Data supplied:
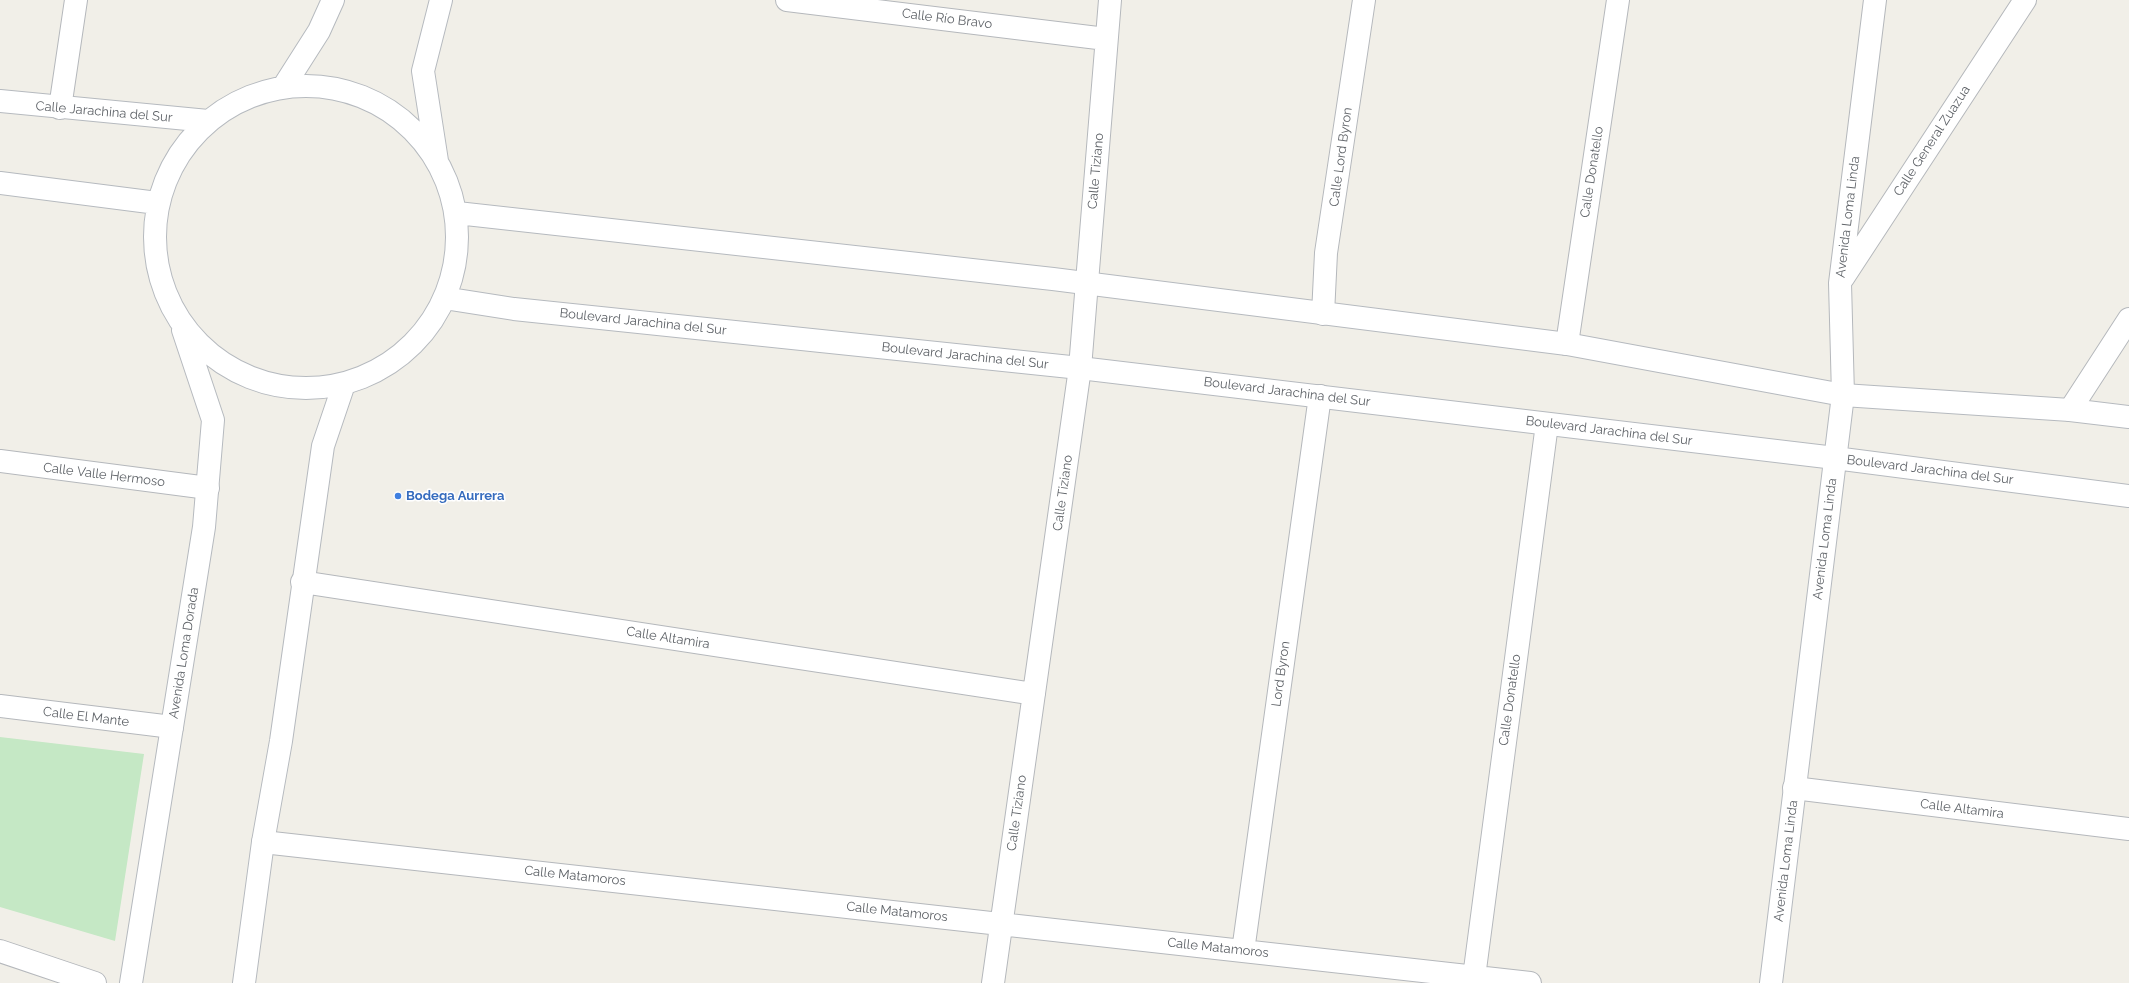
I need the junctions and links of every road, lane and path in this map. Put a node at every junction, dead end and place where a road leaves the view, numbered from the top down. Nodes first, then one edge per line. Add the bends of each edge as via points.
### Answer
1 (76, 0) edge
2 (333, 0) edge
3 (441, 0) edge
4 (787, 0) edge
5 (1110, 0) edge
6 (1364, 0) edge
7 (1618, 0) edge
8 (1876, 0) edge
9 (2025, 0) edge
10 (1106, 39) junction
11 (284, 86) junction
12 (0, 101) edge
13 (60, 108) junction
14 (208, 121) junction
15 (438, 161) junction
16 (0, 183) edge
17 (157, 203) junction
18 (457, 213) junction
19 (1087, 283) junction
20 (1840, 283) junction
21 (444, 298) junction
22 (1323, 314) junction
23 (2129, 320) edge
24 (182, 325) junction
25 (1567, 344) junction
26 (1080, 368) junction
27 (344, 384) junction
28 (1843, 395) junction
29 (1320, 396) junction
30 (2070, 410) junction
31 (2129, 417) edge
32 (1547, 424) junction
33 (1835, 458) junction
34 (0, 461) edge
35 (208, 488) junction
36 (2129, 496) edge
37 (302, 582) junction
38 (1034, 694) junction
39 (0, 706) edge
40 (172, 727) junction
41 (1794, 788) junction
42 (2129, 829) edge
43 (263, 842) junction
44 (1001, 924) junction
45 (0, 951) edge
46 (1243, 951) junction
47 (1474, 977) junction
48 (95, 983) edge
49 (131, 983) edge
50 (244, 983) edge
51 (993, 983) edge
52 (1530, 983) edge
53 (1771, 983) edge

1 - 13 street
2 - 11 street via 319,31
3 - 15 street via 423,71
4 - 10 street, Calle Río Bravo
5 - 10 street, Calle Tiziano
6 - 22 street, Calle Lord Byron via 1326,254
7 - 25 street, Calle Donatello
8 - 20 street, Avenida Loma Linda
9 - 20 street, Calle General Zuazua
10 - 19 street, Calle Tiziano
11 - 14 street via 244,98
11 - 15 street via 344,90 398,116
12 - 13 street, Calle Jarachina del Sur
13 - 14 street, Calle Jarachina del Sur
14 - 17 street via 175,158
15 - 18 street
16 - 17 street
17 - 24 street via 154,246 162,287
18 - 19 street
18 - 21 street via 455,269
19 - 22 street
19 - 26 street, Calle Tiziano
20 - 28 street, Avenida Loma Linda
21 - 26 street, Boulevard Jarachina del Sur via 514,309
21 - 27 street via 434,320 395,361
22 - 25 street
23 - 30 street
24 - 27 street via 214,358 254,379 298,389
24 - 35 street, Avenida Loma Dorada via 213,420
25 - 28 street
26 - 29 street, Boulevard Jarachina del Sur
26 - 38 street, Calle Tiziano
27 - 37 street via 323,446
28 - 30 street
28 - 33 street, Avenida Loma Linda
29 - 32 street, Boulevard Jarachina del Sur
29 - 46 street, Lord Byron
30 - 31 street
32 - 33 street, Boulevard Jarachina del Sur
32 - 47 street, Calle Donatello
33 - 36 street, Boulevard Jarachina del Sur
33 - 41 street, Avenida Loma Linda
34 - 35 street, Calle Valle Hermoso
35 - 40 street, Avenida Loma Dorada
37 - 38 street, Calle Altamira
37 - 43 street via 281,741
38 - 44 street, Calle Tiziano
39 - 40 street, Calle El Mante
40 - 49 street, Avenida Loma Dorada
41 - 42 street, Calle Altamira
41 - 53 street, Avenida Loma Linda
43 - 44 street, Calle Matamoros
43 - 50 street
44 - 46 street, Calle Matamoros
44 - 51 street, Calle Tiziano
45 - 48 street
46 - 47 street, Calle Matamoros
47 - 52 street, Calle Matamoros

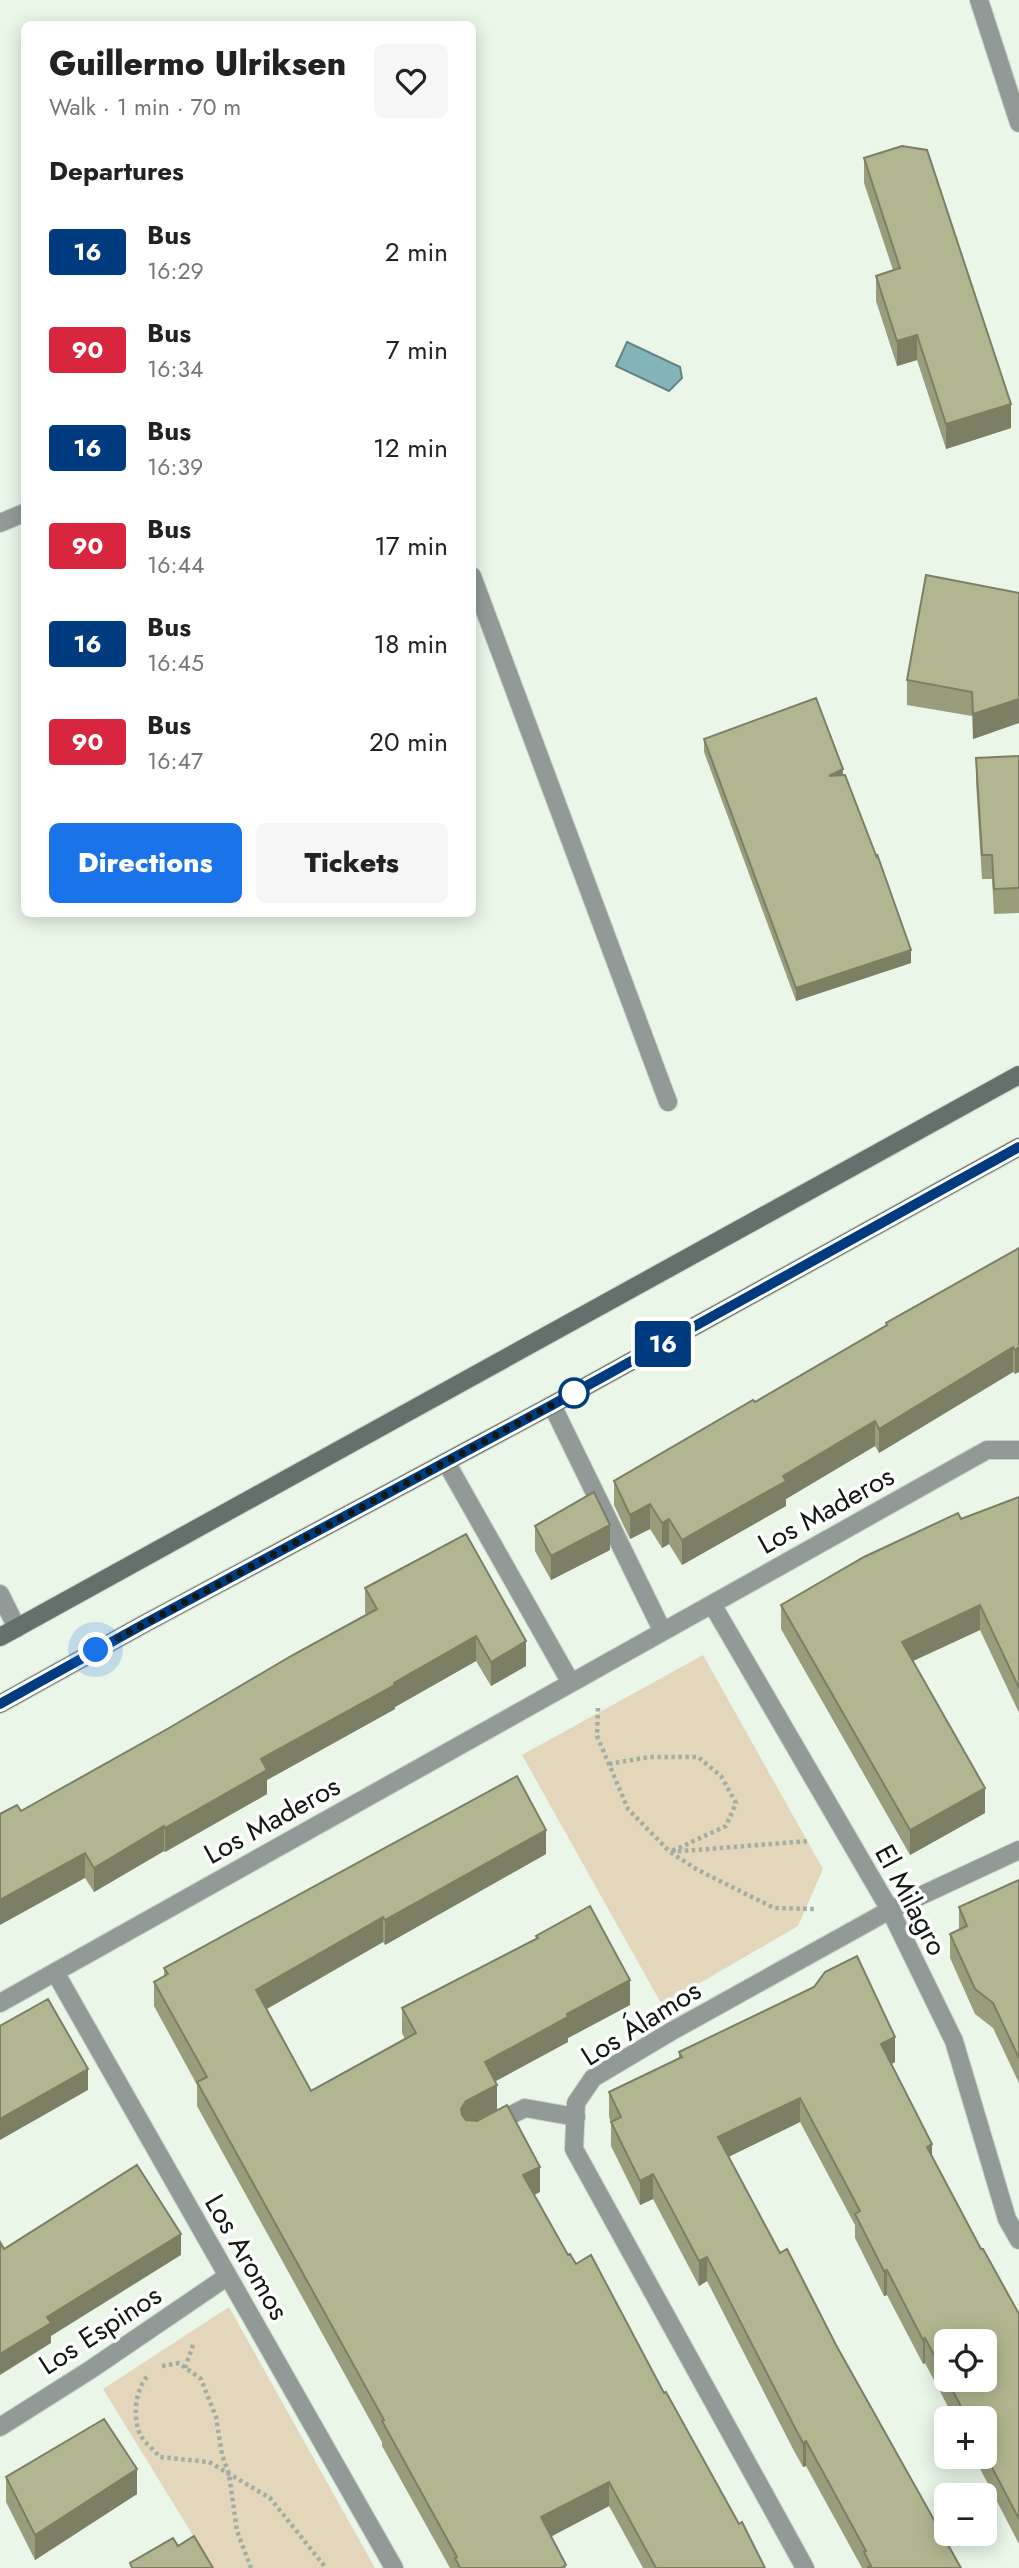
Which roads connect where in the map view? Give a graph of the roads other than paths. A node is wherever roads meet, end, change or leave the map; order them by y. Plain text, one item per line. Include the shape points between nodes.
1 (979, 0) edge
2 (1019, 123) edge
3 (21, 514) edge
4 (0, 523) edge
5 (476, 587) edge
6 (1019, 1075) edge
7 (667, 1102) dead end
8 (1019, 1147) edge
9 (552, 1405) junction
10 (1019, 1450) edge
11 (446, 1462) junction
12 (0, 1594) edge
13 (712, 1604) junction
14 (17, 1628) junction
15 (662, 1630) junction
16 (0, 1637) edge
17 (571, 1683) junction
18 (0, 1704) edge
19 (1019, 1850) edge
20 (890, 1910) junction
21 (55, 1972) junction
22 (0, 2003) edge
23 (576, 2116) junction
24 (483, 2130) edge
25 (1019, 2240) edge
26 (228, 2276) junction
27 (0, 2427) edge
28 (394, 2568) edge
29 (805, 2568) edge

1 - 2 street
3 - 4 street
5 - 7 street
6 - 14 main road
8 - 9 main road
9 - 11 main road
9 - 15 street
10 - 13 street, Los Maderos via 988,1450
11 - 17 street
11 - 18 main road
12 - 14 street
13 - 15 street, Los Maderos
13 - 20 street, El Milagro
14 - 16 main road
15 - 17 street, Los Maderos
17 - 21 street, Los Maderos
19 - 20 street, Los Álamos
20 - 23 street, Los Álamos via 593,2078 576,2103
20 - 25 street, El Milagro via 954,2041 1007,2219
21 - 22 street, Los Maderos
21 - 26 street, Los Aromos
23 - 24 street via 525,2108
23 - 29 street, Los Álamos via 574,2149
26 - 27 street, Los Espinos
26 - 28 street, Los Aromos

Exercise:
Could you reproduce every record above exactly, leaving out any pictures?

Finished task:
I need the junctions and links of every road, lane and path in this map. Put a node at every junction, dead end and place where a road leaves the view, numbered from the top down. Nodes first, then one edge per line. Add the bends of each edge as via points.
### Answer
1 (76, 0) edge
2 (333, 0) edge
3 (441, 0) edge
4 (787, 0) edge
5 (1110, 0) edge
6 (1364, 0) edge
7 (1618, 0) edge
8 (1876, 0) edge
9 (2025, 0) edge
10 (1106, 39) junction
11 (284, 86) junction
12 (0, 101) edge
13 (60, 108) junction
14 (208, 121) junction
15 (438, 161) junction
16 (0, 183) edge
17 (157, 203) junction
18 (457, 213) junction
19 (1087, 283) junction
20 (1840, 283) junction
21 (444, 298) junction
22 (1323, 314) junction
23 (2129, 320) edge
24 (182, 325) junction
25 (1567, 344) junction
26 (1080, 368) junction
27 (344, 384) junction
28 (1843, 395) junction
29 (1320, 396) junction
30 (2070, 410) junction
31 (2129, 417) edge
32 (1547, 424) junction
33 (1835, 458) junction
34 (0, 461) edge
35 (208, 488) junction
36 (2129, 496) edge
37 (302, 582) junction
38 (1034, 694) junction
39 (0, 706) edge
40 (172, 727) junction
41 (1794, 788) junction
42 (2129, 829) edge
43 (263, 842) junction
44 (1001, 924) junction
45 (0, 951) edge
46 (1243, 951) junction
47 (1474, 977) junction
48 (95, 983) edge
49 (131, 983) edge
50 (244, 983) edge
51 (993, 983) edge
52 (1530, 983) edge
53 (1771, 983) edge

1 - 13 street
2 - 11 street via 319,31
3 - 15 street via 423,71
4 - 10 street, Calle Río Bravo
5 - 10 street, Calle Tiziano
6 - 22 street, Calle Lord Byron via 1326,254
7 - 25 street, Calle Donatello
8 - 20 street, Avenida Loma Linda
9 - 20 street, Calle General Zuazua
10 - 19 street, Calle Tiziano
11 - 14 street via 244,98
11 - 15 street via 344,90 398,116
12 - 13 street, Calle Jarachina del Sur
13 - 14 street, Calle Jarachina del Sur
14 - 17 street via 175,158
15 - 18 street
16 - 17 street
17 - 24 street via 154,246 162,287
18 - 19 street
18 - 21 street via 455,269
19 - 22 street
19 - 26 street, Calle Tiziano
20 - 28 street, Avenida Loma Linda
21 - 26 street, Boulevard Jarachina del Sur via 514,309
21 - 27 street via 434,320 395,361
22 - 25 street
23 - 30 street
24 - 27 street via 214,358 254,379 298,389
24 - 35 street, Avenida Loma Dorada via 213,420
25 - 28 street
26 - 29 street, Boulevard Jarachina del Sur
26 - 38 street, Calle Tiziano
27 - 37 street via 323,446
28 - 30 street
28 - 33 street, Avenida Loma Linda
29 - 32 street, Boulevard Jarachina del Sur
29 - 46 street, Lord Byron
30 - 31 street
32 - 33 street, Boulevard Jarachina del Sur
32 - 47 street, Calle Donatello
33 - 36 street, Boulevard Jarachina del Sur
33 - 41 street, Avenida Loma Linda
34 - 35 street, Calle Valle Hermoso
35 - 40 street, Avenida Loma Dorada
37 - 38 street, Calle Altamira
37 - 43 street via 281,741
38 - 44 street, Calle Tiziano
39 - 40 street, Calle El Mante
40 - 49 street, Avenida Loma Dorada
41 - 42 street, Calle Altamira
41 - 53 street, Avenida Loma Linda
43 - 44 street, Calle Matamoros
43 - 50 street
44 - 46 street, Calle Matamoros
44 - 51 street, Calle Tiziano
45 - 48 street
46 - 47 street, Calle Matamoros
47 - 52 street, Calle Matamoros

Which roads connect where in the map view? Give a graph of the roads other than paths. A node is wherever roads meet, end, change or leave the map; order them by y. Plain text, one item per line. Include the shape points between nodes.
1 (979, 0) edge
2 (1019, 123) edge
3 (21, 514) edge
4 (0, 523) edge
5 (476, 587) edge
6 (1019, 1075) edge
7 (667, 1102) dead end
8 (1019, 1147) edge
9 (552, 1405) junction
10 (1019, 1450) edge
11 (446, 1462) junction
12 (0, 1594) edge
13 (712, 1604) junction
14 (17, 1628) junction
15 (662, 1630) junction
16 (0, 1637) edge
17 (571, 1683) junction
18 (0, 1704) edge
19 (1019, 1850) edge
20 (890, 1910) junction
21 (55, 1972) junction
22 (0, 2003) edge
23 (576, 2116) junction
24 (483, 2130) edge
25 (1019, 2240) edge
26 (228, 2276) junction
27 (0, 2427) edge
28 (394, 2568) edge
29 (805, 2568) edge

1 - 2 street
3 - 4 street
5 - 7 street
6 - 14 main road
8 - 9 main road
9 - 11 main road
9 - 15 street
10 - 13 street, Los Maderos via 988,1450
11 - 17 street
11 - 18 main road
12 - 14 street
13 - 15 street, Los Maderos
13 - 20 street, El Milagro
14 - 16 main road
15 - 17 street, Los Maderos
17 - 21 street, Los Maderos
19 - 20 street, Los Álamos
20 - 23 street, Los Álamos via 593,2078 576,2103
20 - 25 street, El Milagro via 954,2041 1007,2219
21 - 22 street, Los Maderos
21 - 26 street, Los Aromos
23 - 24 street via 525,2108
23 - 29 street, Los Álamos via 574,2149
26 - 27 street, Los Espinos
26 - 28 street, Los Aromos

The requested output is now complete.